▶ Exercise goal
Go through the entries below and copy each line containing the word "nodes".

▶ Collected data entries
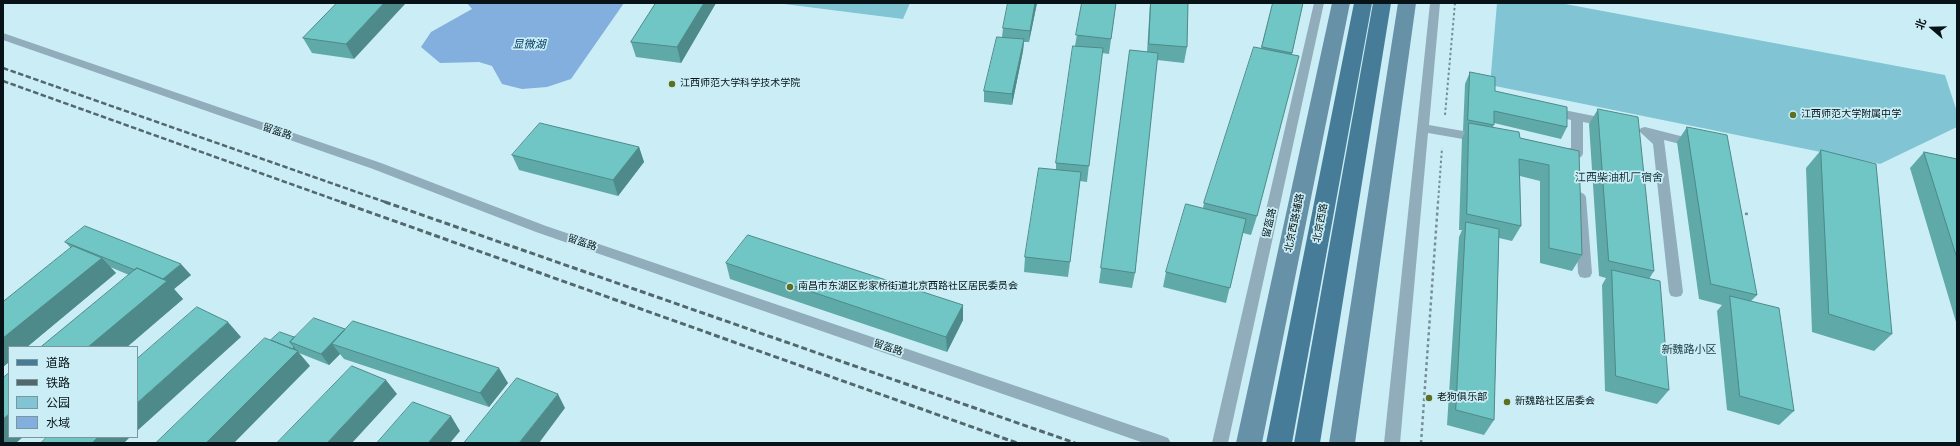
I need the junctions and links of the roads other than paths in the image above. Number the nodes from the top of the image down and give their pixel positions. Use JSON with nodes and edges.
{"nodes":[{"id":1,"x":1319,"y":3,"type":"edge"},
{"id":2,"x":1341,"y":3,"type":"edge"},
{"id":3,"x":1363,"y":3,"type":"edge"},
{"id":4,"x":1382,"y":3,"type":"edge"},
{"id":5,"x":1407,"y":3,"type":"edge"},
{"id":6,"x":1435,"y":3,"type":"edge"},
{"id":7,"x":3,"y":36,"type":"edge"},
{"id":8,"x":1540,"y":109,"type":"edge"},
{"id":9,"x":1577,"y":117,"type":"junction"},
{"id":10,"x":1422,"y":128,"type":"junction"},
{"id":11,"x":1645,"y":131,"type":"junction"},
{"id":12,"x":1493,"y":140,"type":"edge"},
{"id":13,"x":1707,"y":147,"type":"edge"},
{"id":14,"x":1556,"y":149,"type":"edge"},
{"id":15,"x":1577,"y":154,"type":"junction"},
{"id":16,"x":1578,"y":170,"type":"edge"},
{"id":17,"x":1579,"y":186,"type":"edge"},
{"id":18,"x":1585,"y":273,"type":"dead end"},
{"id":19,"x":1676,"y":292,"type":"dead end"},
{"id":20,"x":1163,"y":443,"type":"edge"},
{"id":21,"x":1220,"y":443,"type":"edge"},
{"id":22,"x":1249,"y":443,"type":"edge"},
{"id":23,"x":1279,"y":443,"type":"edge"},
{"id":24,"x":1308,"y":443,"type":"edge"},
{"id":25,"x":1342,"y":443,"type":"edge"},
{"id":26,"x":1392,"y":443,"type":"edge"}],
"edges":[{"from":1,"to":21,"type":"lane","name":"留盔路"},
{"from":2,"to":22,"type":"main road","name":"北京西路辅路"},
{"from":3,"to":23,"type":"main road","name":"北京西路"},
{"from":4,"to":24,"type":"main road"},
{"from":5,"to":25,"type":"main road"},
{"from":6,"to":10,"type":"lane"},
{"from":7,"to":20,"type":"lane","name":"留盔路"},
{"from":8,"to":9,"type":"lane"},
{"from":9,"to":11,"type":"lane"},
{"from":9,"to":15,"type":"lane"},
{"from":10,"to":12,"type":"lane"},
{"from":10,"to":26,"type":"lane"},
{"from":11,"to":13,"type":"lane"},
{"from":11,"to":19,"type":"lane"},
{"from":14,"to":15,"type":"lane"},
{"from":15,"to":16,"type":"lane"},
{"from":17,"to":18,"type":"lane"}]}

▶ Result of the task
I need the junctions and links of the roads other than paths in the image above. Number the nodes from the top of the image down and give their pixel positions. Use JSON with nodes and edges.
{"nodes":[{"id":1,"x":1319,"y":3,"type":"edge"},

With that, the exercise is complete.